Avez-vous envie de manger du cyprodinil ? Du fludioxonil ? Ou encore, peut-être que celui-là, vous le connaissez : du malathion ?

Vous avez deviné. Les fraises québécoises sont contaminées par toutes sortes de résidus de pesticides. 

Et ce n’est pas moi qui le confirme, c’est le ministère de l’Agriculture, des Pêcheries et de l’Alimentation du Québec (MAPAQ). Rassurez-vous, on ne dépasse pratiquement jamais les normes permises.

Mais il y en a sur nos fruits. Et avez-vous envie d’avoir de l’iprodione ou du carbendazime dans vos confitures, même un tout petit peu ?

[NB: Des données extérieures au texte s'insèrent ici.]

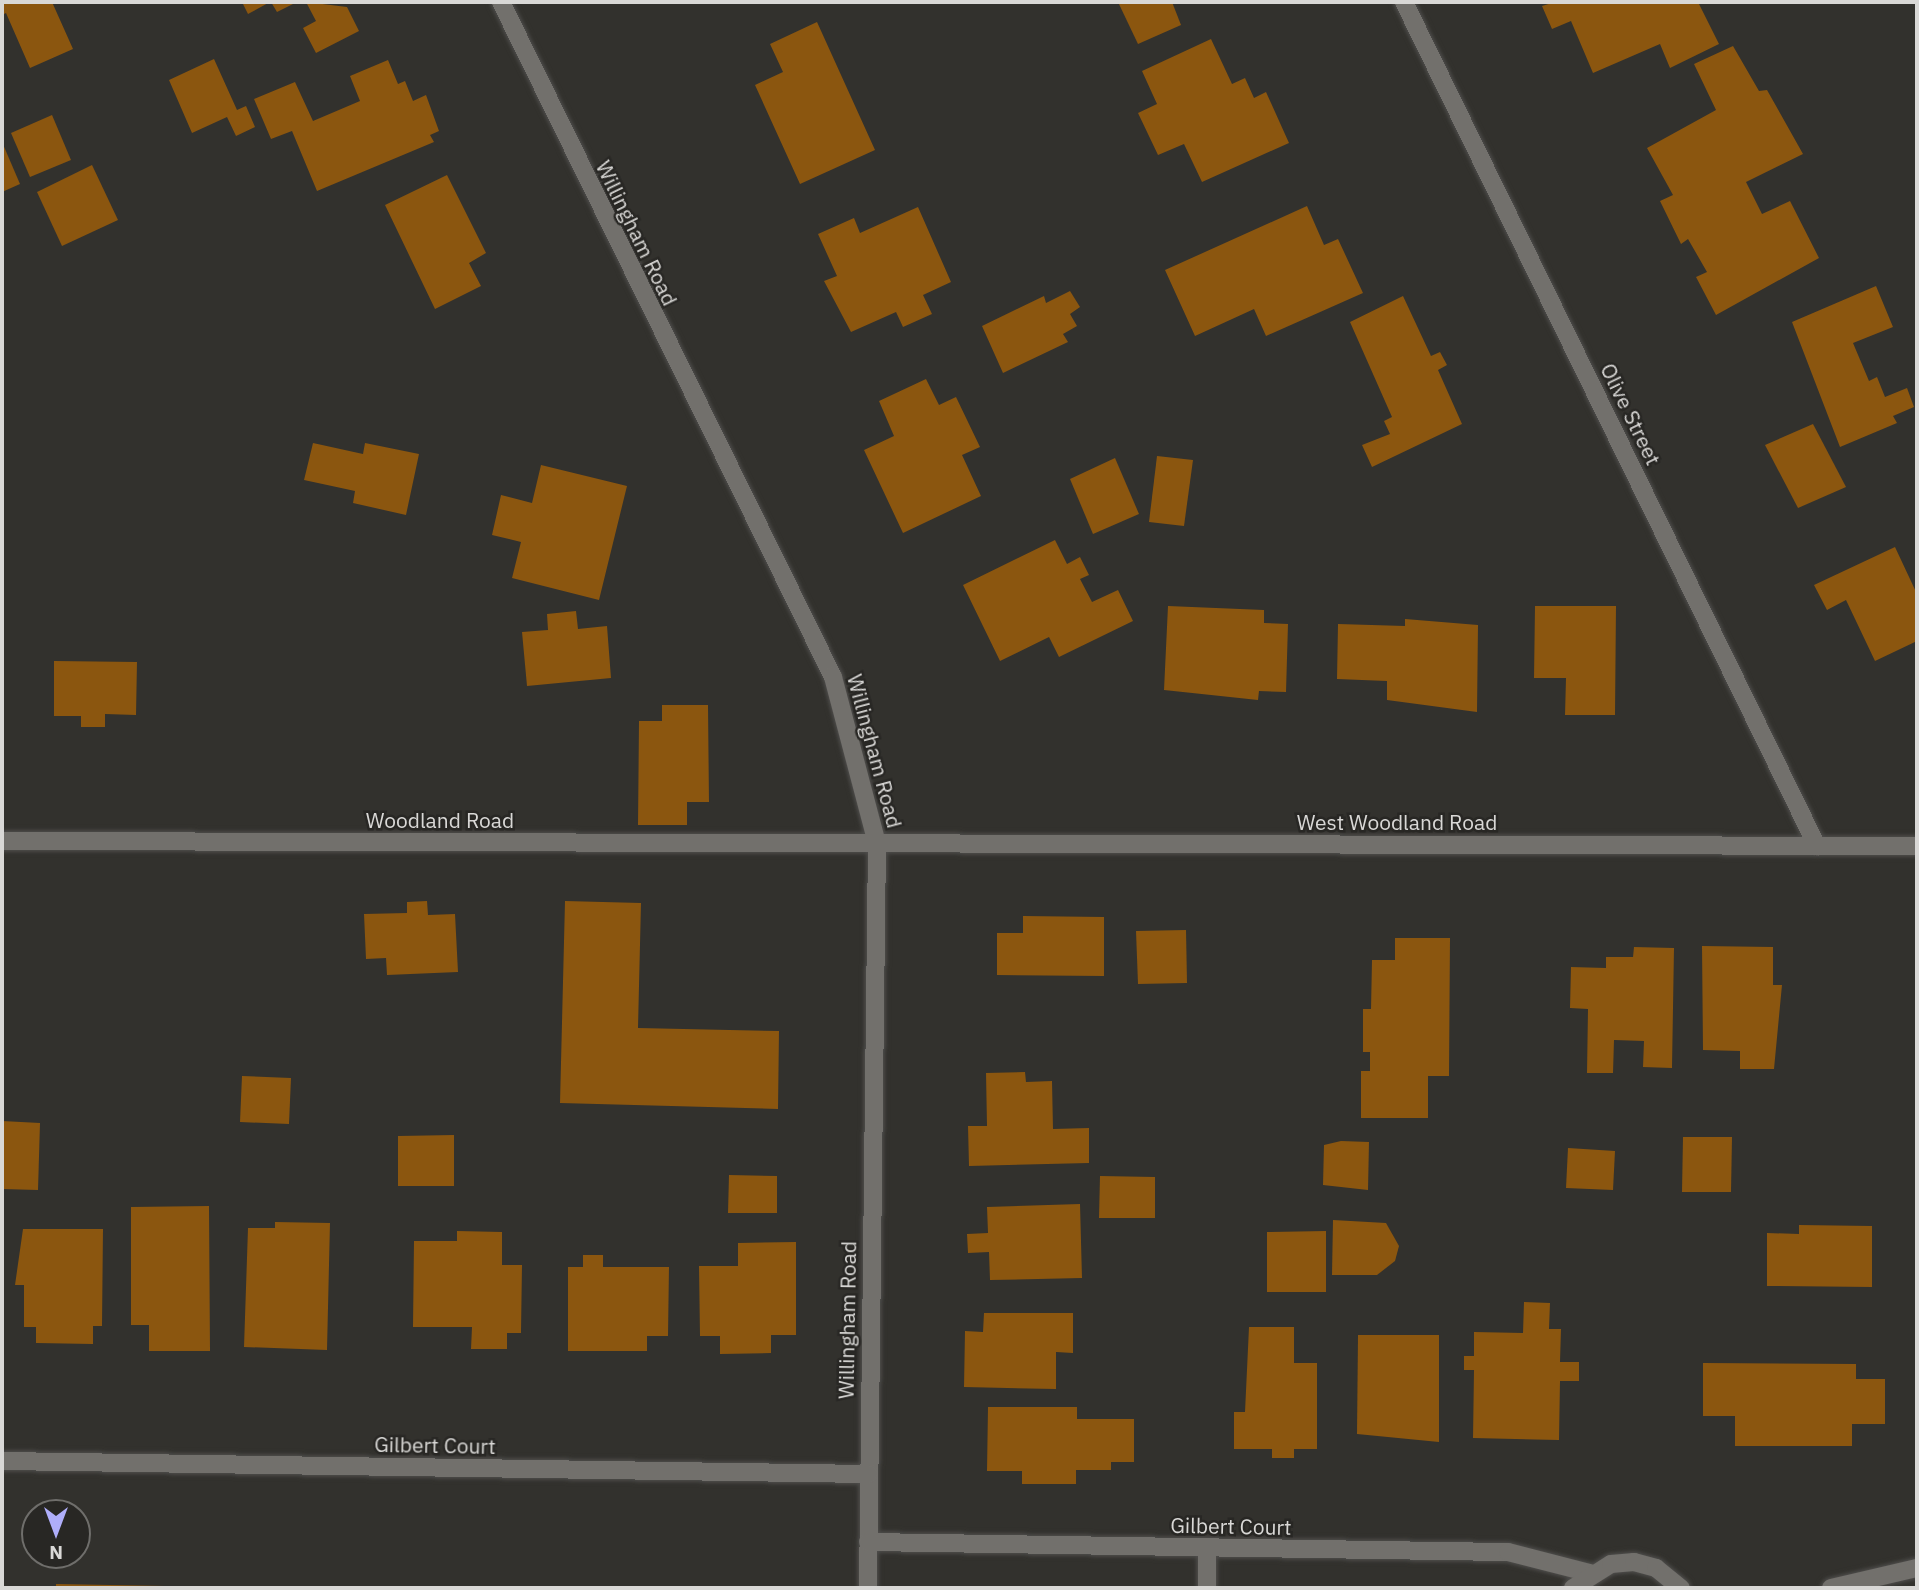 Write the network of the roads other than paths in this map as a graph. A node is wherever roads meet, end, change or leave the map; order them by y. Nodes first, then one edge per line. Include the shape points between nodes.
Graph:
1 (501, 2) edge
2 (1404, 2) edge
3 (2, 841) edge
4 (877, 843) junction
5 (1817, 846) junction
6 (1917, 846) edge
7 (2, 1461) edge
8 (869, 1474) junction
9 (868, 1542) junction
10 (1206, 1548) junction
11 (1917, 1568) edge
12 (1590, 1573) junction
13 (868, 1588) edge
14 (1207, 1588) edge
15 (1573, 1588) edge
16 (1681, 1588) edge
17 (1831, 1588) edge

1 - 4 street, Willingham Road via 833,677
2 - 5 street, Olive Street
3 - 4 street, Woodland Road
4 - 5 street, West Woodland Road
4 - 8 street, Willingham Road
5 - 6 street, West Woodland Road
7 - 8 street, Gilbert Court
8 - 9 street, Willingham Road
9 - 10 street, Gilbert Court
9 - 13 street, Willingham Road
10 - 12 street, Gilbert Court via 1508,1552
10 - 14 street
11 - 17 street
12 - 15 street
12 - 16 street via 1634,1562 1656,1568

Malheureusement, on n’est pas beaucoup mieux que les Californiens, ceux dont on regarde pourtant les fraises gigantesques en plein mois de janvier, dans nos épiceries, en se demandant sur quelle planète elles poussent et quelle marque de crème pour la peau elles utilisent pour traverser l’Amérique en si bonne forme.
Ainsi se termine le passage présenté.